Nearly Two Dozen Organizations Sign Letter Supporting Governor Baker’s Plan to Reinstate Massachusetts’ Employer Responsibility Provision

Wednesday, March 15, 2017

Healthcare providers, community-based organizations, policy and labor advocates back proposed fee on employers that don't provide adequate health insurance to employees

 

Boston, MA (March 15, 2017) – Nearly two dozen community-based organizations, health providers and advocacy groups have authored a letter in support of reinstating Massachusetts’ employer responsibility provision. The proposal by Governor Charlie Baker would reinstitute a fee on Commonwealth employers that fail to provide adequate health insurance to their workers.

In a letter addressed to Senator Karen Spilka and Representative Brian Dempsey, Chairs of the Legislature’s Joint Committee on Ways and Means, the diverse group of organizations describe the employer responsibility provision as a critical component of Massachusetts’ groundbreaking 2006 healthcare law, which was successful in dramatically expanding health insurance coverage in the state. The organizations support reinstating the provision to ensure that the Commonwealth can continue its goal of providing quality and affordable care for all.

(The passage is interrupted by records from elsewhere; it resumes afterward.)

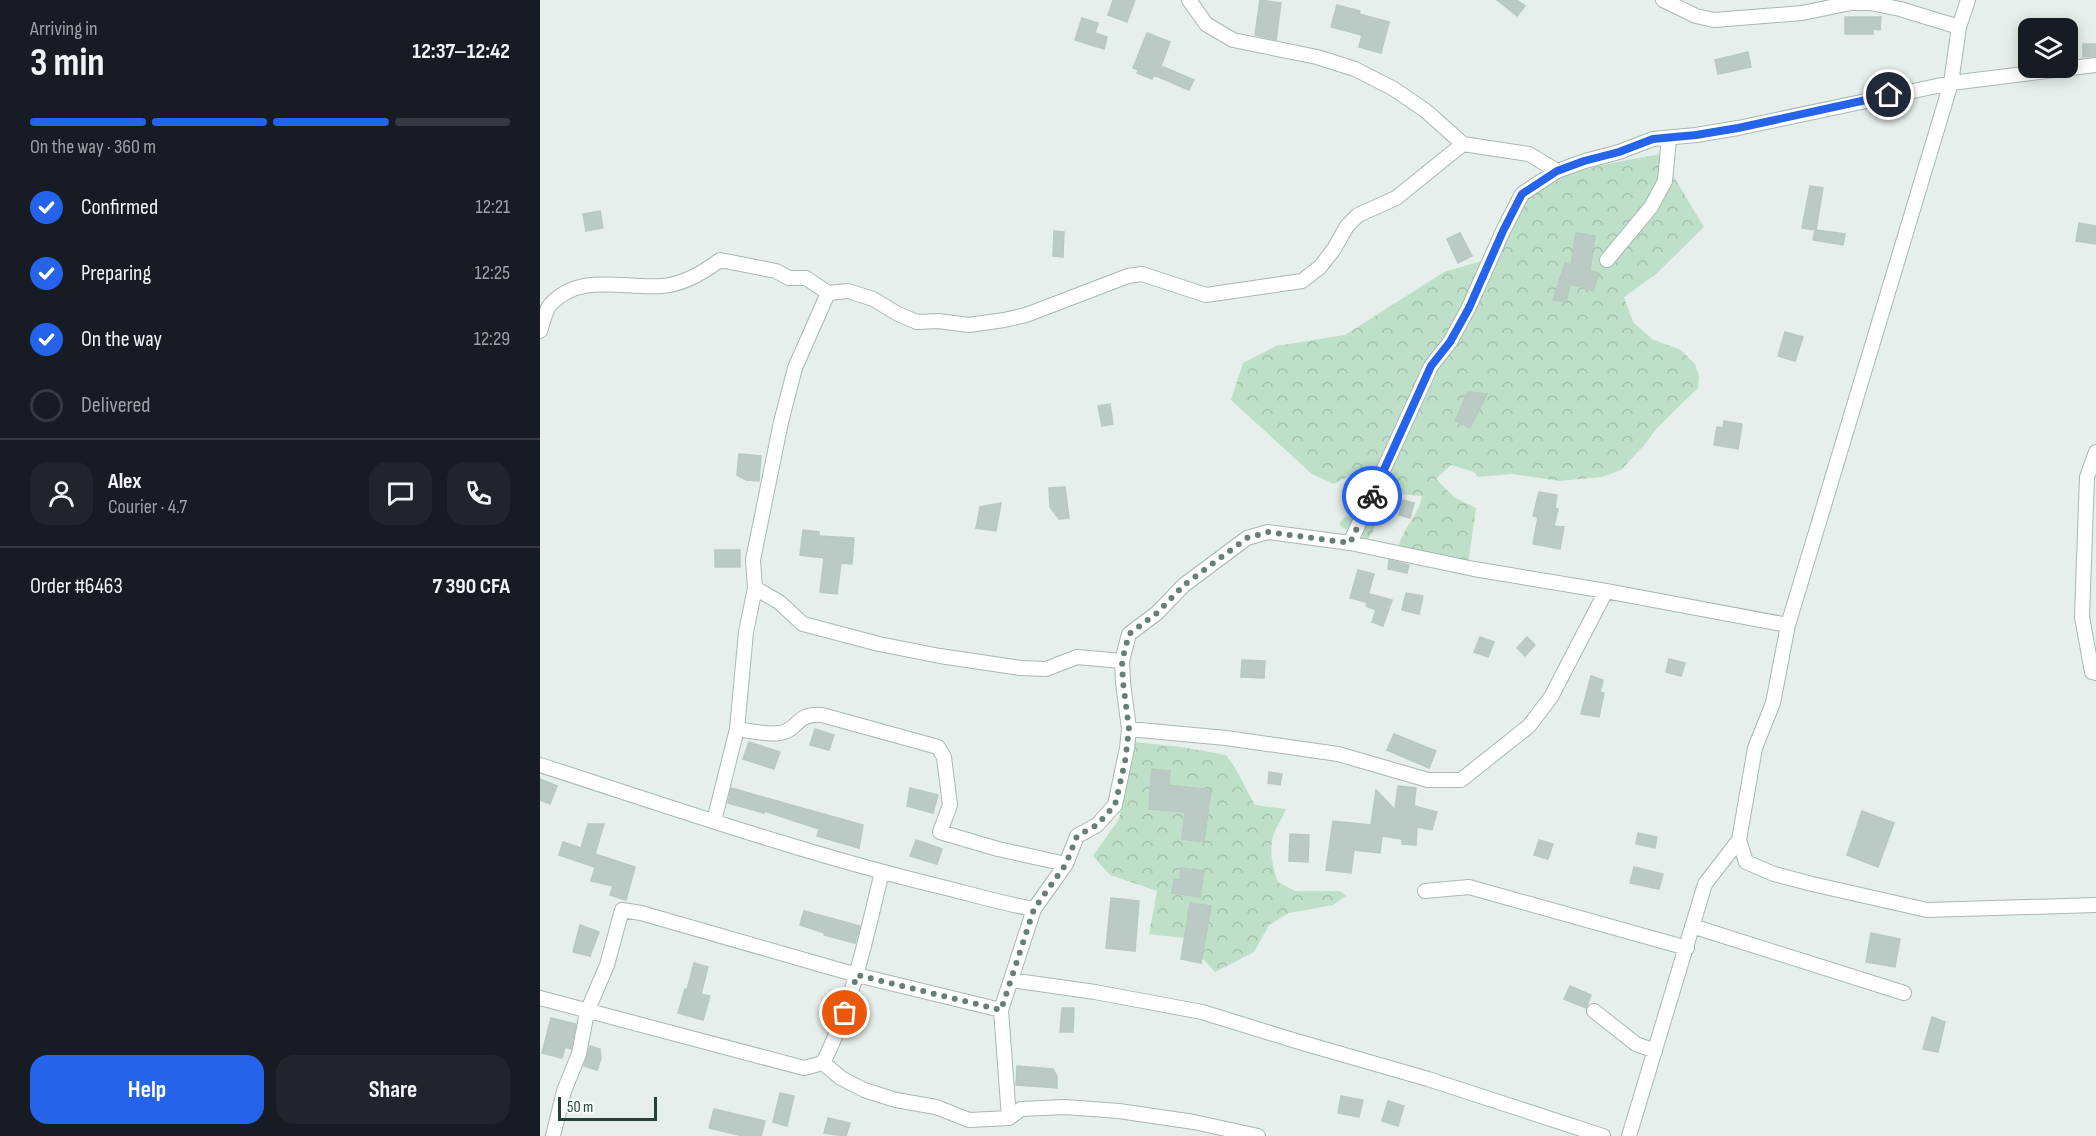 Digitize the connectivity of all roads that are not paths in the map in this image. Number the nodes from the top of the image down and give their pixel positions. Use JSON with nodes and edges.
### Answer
{"nodes":[{"id":1,"x":1189,"y":0,"type":"edge"},
{"id":2,"x":1663,"y":0,"type":"edge"},
{"id":3,"x":1968,"y":0,"type":"edge"},
{"id":4,"x":1959,"y":27,"type":"junction"},
{"id":5,"x":2096,"y":65,"type":"edge"},
{"id":6,"x":1951,"y":83,"type":"junction"},
{"id":7,"x":1670,"y":138,"type":"junction"},
{"id":8,"x":1463,"y":144,"type":"junction"},
{"id":9,"x":1557,"y":171,"type":"junction"},
{"id":10,"x":1607,"y":260,"type":"dead end"},
{"id":11,"x":828,"y":293,"type":"junction"},
{"id":12,"x":540,"y":331,"type":"edge"},
{"id":13,"x":2096,"y":452,"type":"edge"},
{"id":14,"x":1350,"y":543,"type":"junction"},
{"id":15,"x":755,"y":588,"type":"junction"},
{"id":16,"x":1606,"y":591,"type":"junction"},
{"id":17,"x":1788,"y":625,"type":"junction"},
{"id":18,"x":1122,"y":661,"type":"junction"},
{"id":19,"x":2096,"y":673,"type":"edge"},
{"id":20,"x":737,"y":729,"type":"junction"},
{"id":21,"x":1129,"y":729,"type":"junction"},
{"id":22,"x":540,"y":765,"type":"edge"},
{"id":23,"x":714,"y":821,"type":"junction"},
{"id":24,"x":1739,"y":840,"type":"junction"},
{"id":25,"x":1066,"y":864,"type":"junction"},
{"id":26,"x":882,"y":872,"type":"junction"},
{"id":27,"x":1425,"y":891,"type":"dead end"},
{"id":28,"x":2096,"y":904,"type":"edge"},
{"id":29,"x":1034,"y":909,"type":"junction"},
{"id":30,"x":1692,"y":926,"type":"junction"},
{"id":31,"x":1687,"y":948,"type":"junction"},
{"id":32,"x":857,"y":975,"type":"junction"},
{"id":33,"x":1011,"y":980,"type":"junction"},
{"id":34,"x":1904,"y":993,"type":"dead end"},
{"id":35,"x":540,"y":998,"type":"edge"},
{"id":36,"x":1001,"y":1010,"type":"junction"},
{"id":37,"x":1594,"y":1011,"type":"dead end"},
{"id":38,"x":587,"y":1012,"type":"junction"},
{"id":39,"x":1655,"y":1051,"type":"junction"},
{"id":40,"x":823,"y":1063,"type":"junction"},
{"id":41,"x":1009,"y":1118,"type":"junction"},
{"id":42,"x":553,"y":1136,"type":"edge"},
{"id":43,"x":1258,"y":1136,"type":"edge"},
{"id":44,"x":1603,"y":1136,"type":"edge"},
{"id":45,"x":1629,"y":1136,"type":"edge"}],
"edges":[{"from":1,"to":8,"type":"street"},
{"from":2,"to":4,"type":"street"},
{"from":3,"to":4,"type":"street"},
{"from":4,"to":6,"type":"street"},
{"from":5,"to":6,"type":"street"},
{"from":6,"to":7,"type":"street"},
{"from":6,"to":17,"type":"street"},
{"from":7,"to":9,"type":"street"},
{"from":7,"to":10,"type":"street"},
{"from":8,"to":9,"type":"street"},
{"from":8,"to":11,"type":"street"},
{"from":9,"to":14,"type":"street"},
{"from":11,"to":12,"type":"street"},
{"from":11,"to":15,"type":"street"},
{"from":13,"to":19,"type":"street"},
{"from":14,"to":16,"type":"street"},
{"from":14,"to":18,"type":"street"},
{"from":15,"to":18,"type":"street"},
{"from":15,"to":20,"type":"street"},
{"from":16,"to":17,"type":"street"},
{"from":16,"to":21,"type":"street"},
{"from":17,"to":24,"type":"street"},
{"from":18,"to":21,"type":"street"},
{"from":20,"to":23,"type":"street"},
{"from":20,"to":25,"type":"street"},
{"from":21,"to":25,"type":"street"},
{"from":22,"to":23,"type":"street"},
{"from":23,"to":26,"type":"street"},
{"from":24,"to":28,"type":"street"},
{"from":24,"to":30,"type":"street"},
{"from":25,"to":29,"type":"street"},
{"from":26,"to":29,"type":"street"},
{"from":26,"to":32,"type":"street"},
{"from":27,"to":31,"type":"street"},
{"from":29,"to":33,"type":"street"},
{"from":30,"to":31,"type":"street"},
{"from":30,"to":34,"type":"street"},
{"from":31,"to":39,"type":"street"},
{"from":32,"to":36,"type":"street"},
{"from":32,"to":38,"type":"street"},
{"from":32,"to":40,"type":"street"},
{"from":33,"to":36,"type":"street"},
{"from":33,"to":44,"type":"street"},
{"from":35,"to":38,"type":"street"},
{"from":36,"to":41,"type":"street"},
{"from":37,"to":39,"type":"street"},
{"from":38,"to":40,"type":"street"},
{"from":38,"to":42,"type":"street"},
{"from":39,"to":45,"type":"street"},
{"from":40,"to":41,"type":"street"},
{"from":41,"to":43,"type":"street"}]}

“Massachusetts was successful in expanding coverage due to the broad commitment to shared responsibility among consumers, providers, insurers and employers,” the letter says. “If we are to continue leading the nation on healthcare reform, we must ensure employers do not shirk their responsibility to provide affordable coverage, thereby shifting costs to state health care programs.”

MassHealth, the Commonwealth’s federal state-health insurance program, provides coverage for about 1.9 million low-income residents in the state. It currently costs approximately $15 billion a year – almost 40 percent of the state budget. The number of residents insured through MassHealth has grown in recent years.

“Massachusetts is the national leader in healthcare reform, but to continue to be successful all of us – advocates, policymakers, employers, providers and insurers – must work together to ensure we have a model that is affordable and sustainable,” said Stephen Rosenfeld, interim executive director of Health Care for All and whose organization signed the letter. “We’re fortunate that many Commonwealth employers offer strong health insurance for their workers, and this commonsense provision will help to address those gaps in coverage that are hurting employees and costing our state significant money.”

The organizations say the employer responsibility provision is especially important now, given the current proposal to replace the Affordable Care Act being pushed by Congressional Republicans and the Trump Administration.

“Lynn Community Health Center is committed to providing high quality, affordable care, a mission that has been greatly aided by Massachusetts’ 2006 healthcare law and the Affordable Care Act,” said Lori Abrams Berry, CEO at Lynn Community Health Center, whose organization also signed the letter. “Given the uncertainty at the federal level, we must embrace provisions that enable Massachusetts to continue its leadership role in healthcare reform. This is critical to ensure our state can continue to enjoy near universal coverage and growth in what is Massachusetts’ largest industry.”

Healthcare coverage for workers across Massachusetts could be jeopardized if the ACA is repealed and the state fails to act on the employer responsibility provision, according to the letter.

“This employer responsibility provision will help guard against federal uncertainty and provide greater stability to Massachusetts’ healthcare industry,” said Tyrék D. Lee Sr., Executive Vice President of 1199SEIU United Healthcare Workers East, the largest healthcare union in Massachusetts and a signatory to the letter. “Just as important, this proposal is critical to the tens of thousands of healthcare workers who depend on this sector for their livelihoods, and to all of our children and families who deserve and rely on affordable, quality care.”

The proposed fee by the Baker Administration would apply to employers that pay less than 60 percent of their employees’ health insurance premiums and cover less than 80 percent of their workers. The letter goes on to say that while many Massachusetts employers “do the right thing” and provide healthcare coverage, more must be done to ensure balance between private and public plans.

“With recent Medicaid expansions and robust subsidization of premiums for private plans purchased through the Massachusetts Health Connector, state government is doing its part,” the letter says.

A total of 21 organizations signed the letter, including Boston Medical Center, Lynn Community Health Center, Greater Boston Interfaith Organization, the Mass. Immigrant and Refugee Advocacy Coalition, Massachusetts Law Reform Institute, Mass Senior Action Council, Boston Center for Independent Living, Health Law Advocates, Massachusetts Communities Action Network, the Massachusetts Organization for Addiction Recovery, Massachusetts Public Health Association, Neighbor to Neighbor Massachusetts, Committee of Interns and Residents, Coalition for Social Justice, and SEIU Locals 509, 888 and 32BJ, and the SEIU State Council.